## Required action
Apart from the images, the records below need to be copied exactly.

## Exercise data
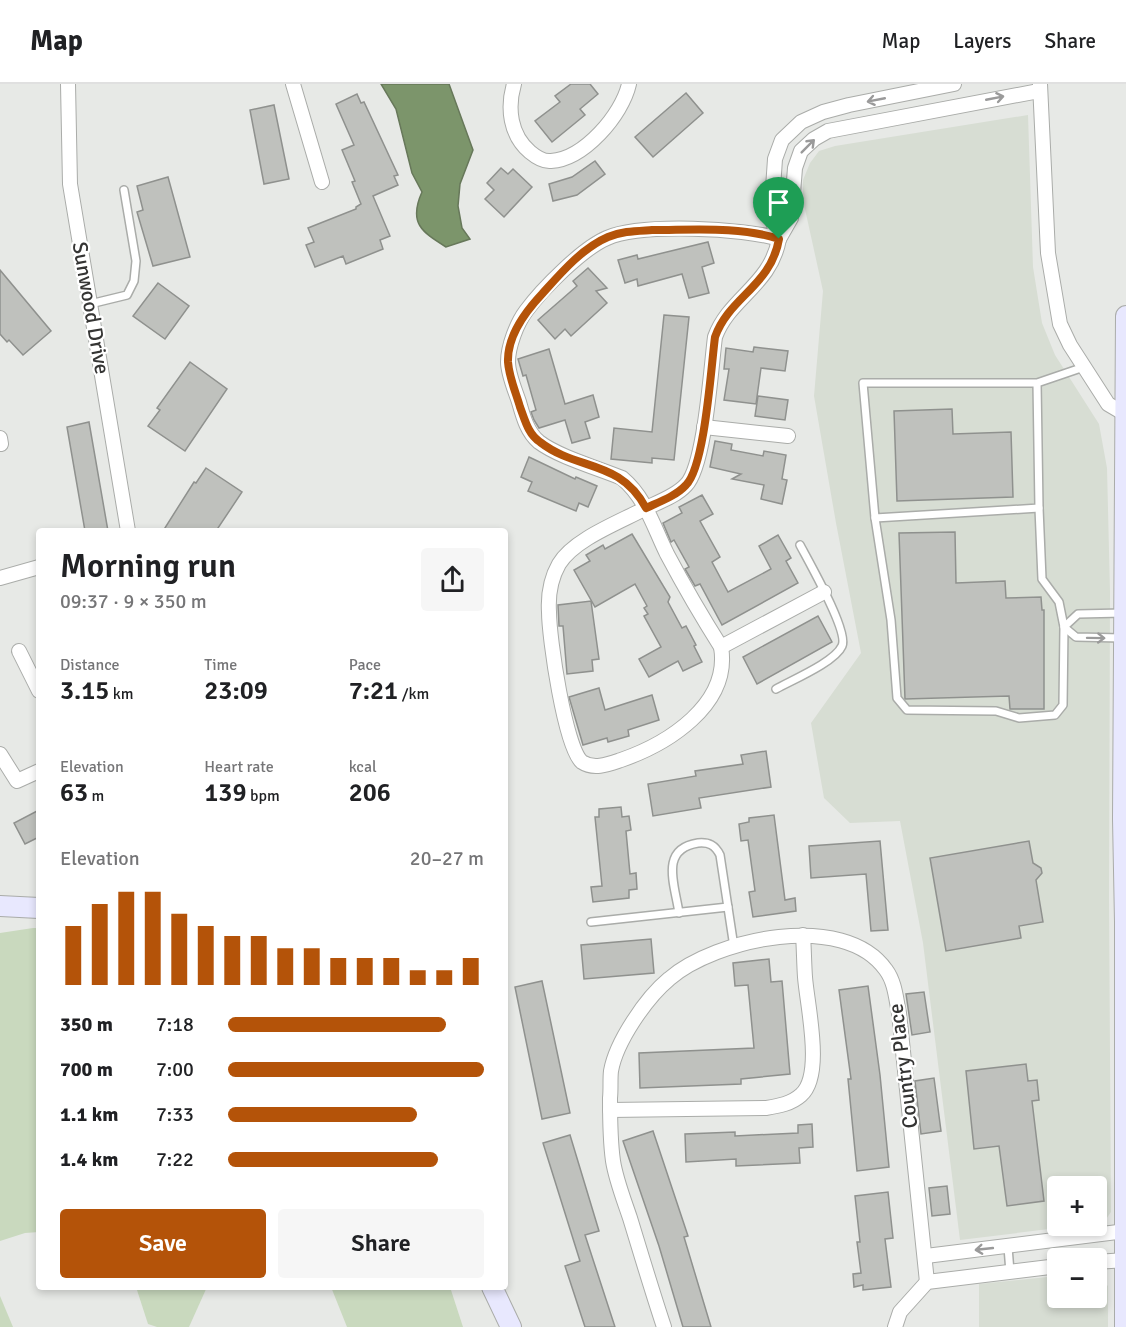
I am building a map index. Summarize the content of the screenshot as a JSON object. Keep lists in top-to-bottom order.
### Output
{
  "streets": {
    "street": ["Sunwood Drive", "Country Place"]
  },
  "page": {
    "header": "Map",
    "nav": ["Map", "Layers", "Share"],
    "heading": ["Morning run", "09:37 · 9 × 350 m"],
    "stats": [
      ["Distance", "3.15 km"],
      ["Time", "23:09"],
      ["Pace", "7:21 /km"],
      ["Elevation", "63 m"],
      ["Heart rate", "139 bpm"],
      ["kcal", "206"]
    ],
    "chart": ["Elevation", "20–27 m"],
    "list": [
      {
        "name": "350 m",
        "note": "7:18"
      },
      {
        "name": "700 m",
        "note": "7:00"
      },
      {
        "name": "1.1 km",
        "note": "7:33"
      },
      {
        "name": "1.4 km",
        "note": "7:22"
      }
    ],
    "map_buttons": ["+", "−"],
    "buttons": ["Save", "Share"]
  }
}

## Result
I am building a map index. Summarize the content of the screenshot as a JSON object. Keep lists in top-to-bottom order.
### Output
{
  "streets": {
    "street": ["Sunwood Drive", "Country Place"]
  },
  "page": {
    "header": "Map",
    "nav": ["Map", "Layers", "Share"],
    "heading": ["Morning run", "09:37 · 9 × 350 m"],
    "stats": [
      ["Distance", "3.15 km"],
      ["Time", "23:09"],
      ["Pace", "7:21 /km"],
      ["Elevation", "63 m"],
      ["Heart rate", "139 bpm"],
      ["kcal", "206"]
    ],
    "chart": ["Elevation", "20–27 m"],
    "list": [
      {
        "name": "350 m",
        "note": "7:18"
      },
      {
        "name": "700 m",
        "note": "7:00"
      },
      {
        "name": "1.1 km",
        "note": "7:33"
      },
      {
        "name": "1.4 km",
        "note": "7:22"
      }
    ],
    "map_buttons": ["+", "−"],
    "buttons": ["Save", "Share"]
  }
}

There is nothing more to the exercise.